The Dark Knight Review

Like everyone else in America, I saw The Dark Knight (but not until I had shelled out my $$$ to see The Golden Army the previous weekend). As expected, it was a great movie, but after such blockbuster weekend, my expectations were pretty high. I did not think it lived up the hype – for that kind of jack ($154 million opening weekend), I’m expecting a timeless classic. In reality, I don’t believe it is as good as Batman Begins. However, Heath Ledger’s performance as The Joker IS timeless. An amazing performance – one that will be forever remembered. It makes Nicholson’s Joker in Burton’s Batman look like a goofball. This Joker is psychotic, and when he makes you laugh, it is a nervous laughter. You just don’t know when he is going to fly off the handle and do something really sinister.

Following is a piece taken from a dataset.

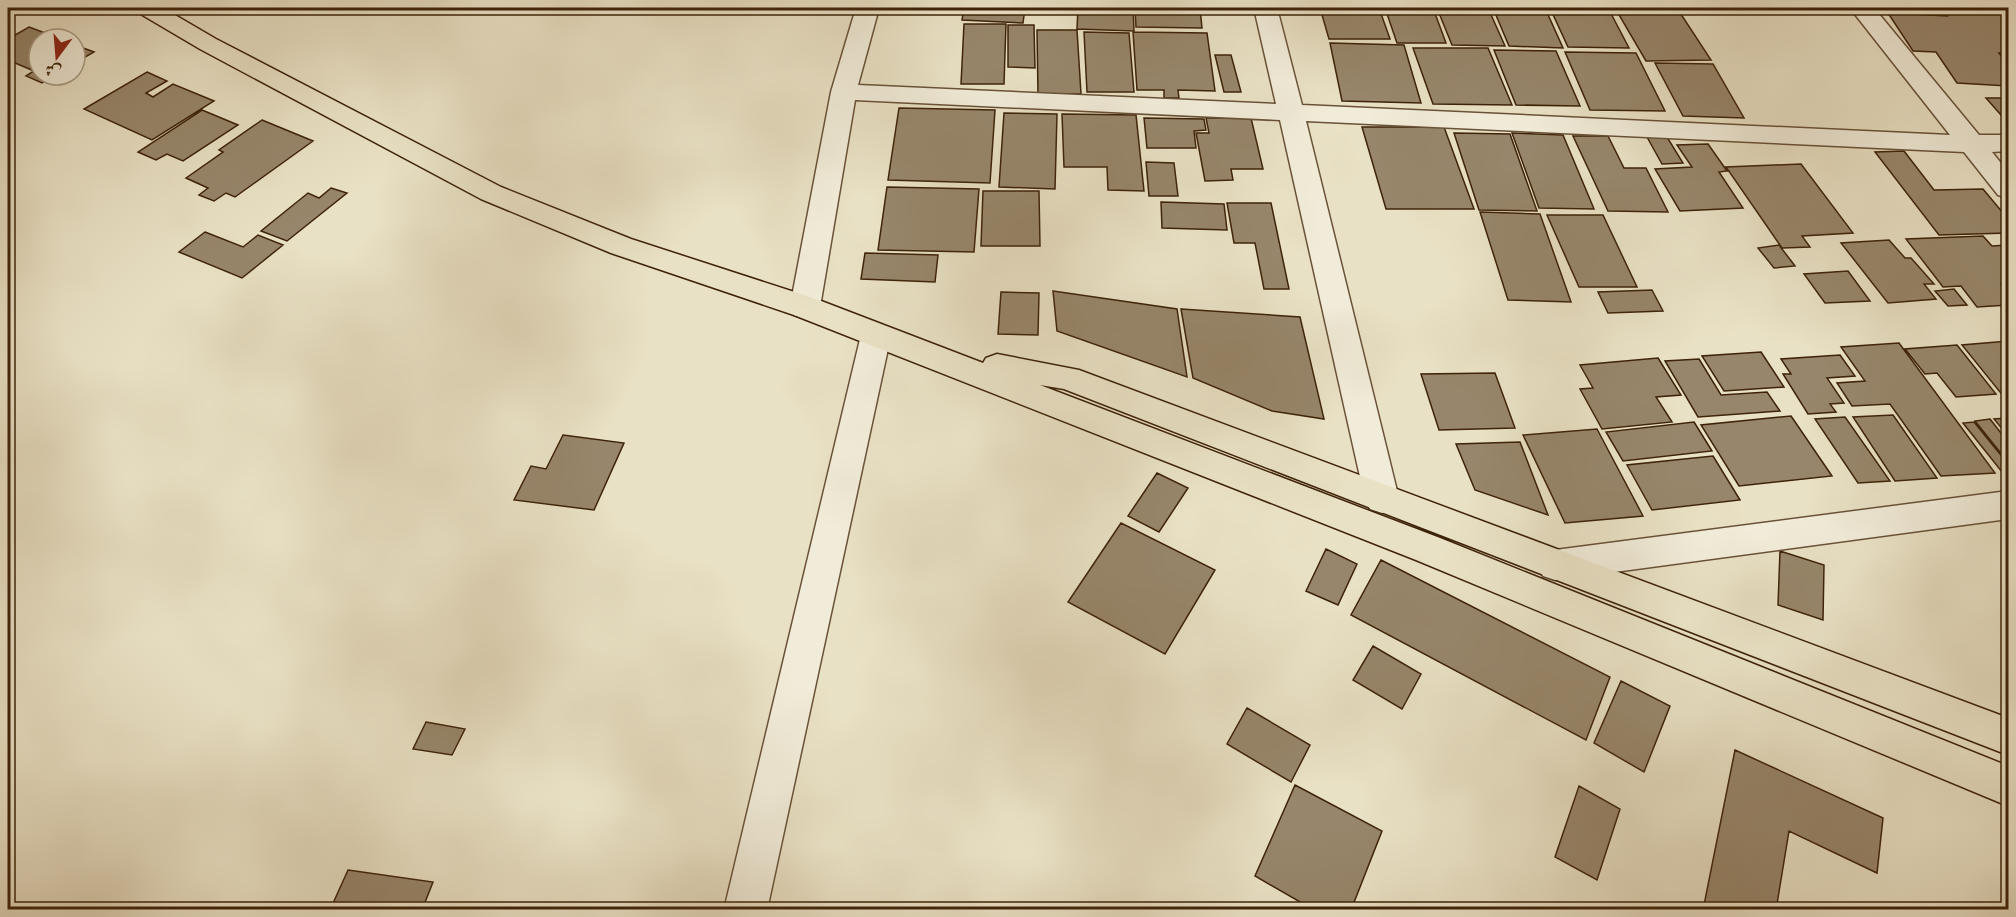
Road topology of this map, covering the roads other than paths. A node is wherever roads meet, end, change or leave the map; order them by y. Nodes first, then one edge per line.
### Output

So here are some thoughts on the film:

  • When Batman Begins came out, I remember Michael Caine talking about how Nolan convinced him to be a part of the franchise. Caine said that Nolan explained Batman this way: “Superman is the way the United States views itself. Batman is how the U.S. is viewed by the rest of the world.” Armed with that information, I couldn’t help but notice that The Dark Knight is a true post-9/11 film. It is very politically charged and ties in metaphorically with the U.S.’s current war on terror. I believe the Dark Knight’s message is that when you fight terrorism, there are things that you have to do that are going to be hated by the rest of the world – you have to be “something other than a hero.” I believe this correlates to the U.S.’s unpopularity throughout the world due to its involvement in Middle East conflict. Heavy stuff for a comic book film, but I truly believe this is part of what Nolan is trying to say with this movie.
  • Again, let me just say that Ledger was AMAZING. And his “pencil trick” was the greatest magic trick I have ever seen. Wow.
  • I loved the movie, but my one problem was that the plot was hard to follow at times. It is a dense story line, especially for a 2 1/2 hour movie. I had to really concentrate to follow along.
  • I thought the way Harvey Dent was “turned” made a lot of sense, and his character worked into the plot perfectly. I’m always worried that too many villains will muddle up a movie (see Spiderman 3). Bruce Wayne’s character was essentially diminished in The Dark Knight, but really, after Batman Begins, what more was there to tell? My one complaint with Dent was that his “accident” was a little anti-climactic. I was expecting a big explosion and a horrifying transformation, but I just got a small fire and a cut to a hospital room. Bo-ring!

That’s all folks! Go see HB2! It is 5th at the box office after being passed up by DK, Mama Mia!, Journey to the Center of the Earth, and Hancock (which came in at #2??). Come on, people – Hellboy deserves better!